◆ **EXERCISE REQUIREMENTS**
If a line in the entries below includes "junction", show that line.

◆ **INPUT RECORDS**
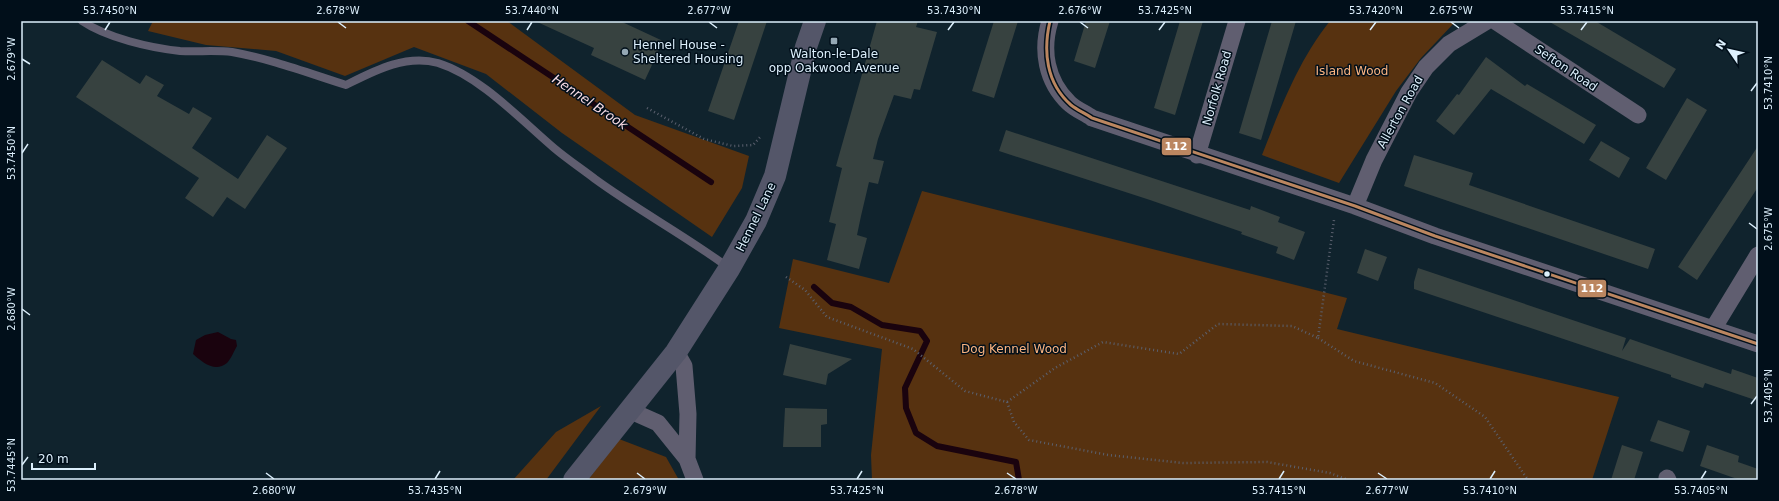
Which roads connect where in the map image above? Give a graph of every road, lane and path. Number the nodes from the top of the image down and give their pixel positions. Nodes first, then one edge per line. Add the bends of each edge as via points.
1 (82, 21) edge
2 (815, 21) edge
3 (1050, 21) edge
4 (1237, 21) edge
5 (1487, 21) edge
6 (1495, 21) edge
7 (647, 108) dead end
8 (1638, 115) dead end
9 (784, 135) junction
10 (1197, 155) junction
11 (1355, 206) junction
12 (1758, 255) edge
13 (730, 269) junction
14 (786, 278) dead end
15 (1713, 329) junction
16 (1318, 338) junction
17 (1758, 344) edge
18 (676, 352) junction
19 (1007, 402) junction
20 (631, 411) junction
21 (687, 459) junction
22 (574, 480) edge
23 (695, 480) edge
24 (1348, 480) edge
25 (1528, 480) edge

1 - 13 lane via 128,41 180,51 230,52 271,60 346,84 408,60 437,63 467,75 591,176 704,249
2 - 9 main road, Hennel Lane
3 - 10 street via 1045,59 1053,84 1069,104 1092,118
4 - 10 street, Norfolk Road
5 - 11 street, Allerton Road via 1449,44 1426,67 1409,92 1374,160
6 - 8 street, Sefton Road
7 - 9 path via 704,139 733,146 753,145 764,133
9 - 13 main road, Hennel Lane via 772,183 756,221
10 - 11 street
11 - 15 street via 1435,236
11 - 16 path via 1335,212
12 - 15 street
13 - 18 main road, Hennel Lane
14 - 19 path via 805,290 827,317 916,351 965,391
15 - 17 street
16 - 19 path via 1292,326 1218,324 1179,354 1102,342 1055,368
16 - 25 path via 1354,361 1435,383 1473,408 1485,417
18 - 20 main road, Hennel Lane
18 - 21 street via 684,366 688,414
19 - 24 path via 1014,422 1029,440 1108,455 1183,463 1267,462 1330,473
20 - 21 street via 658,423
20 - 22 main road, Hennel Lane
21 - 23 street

◆ **THE ANSWER**
9 (784, 135) junction
10 (1197, 155) junction
11 (1355, 206) junction
13 (730, 269) junction
15 (1713, 329) junction
16 (1318, 338) junction
18 (676, 352) junction
19 (1007, 402) junction
20 (631, 411) junction
21 (687, 459) junction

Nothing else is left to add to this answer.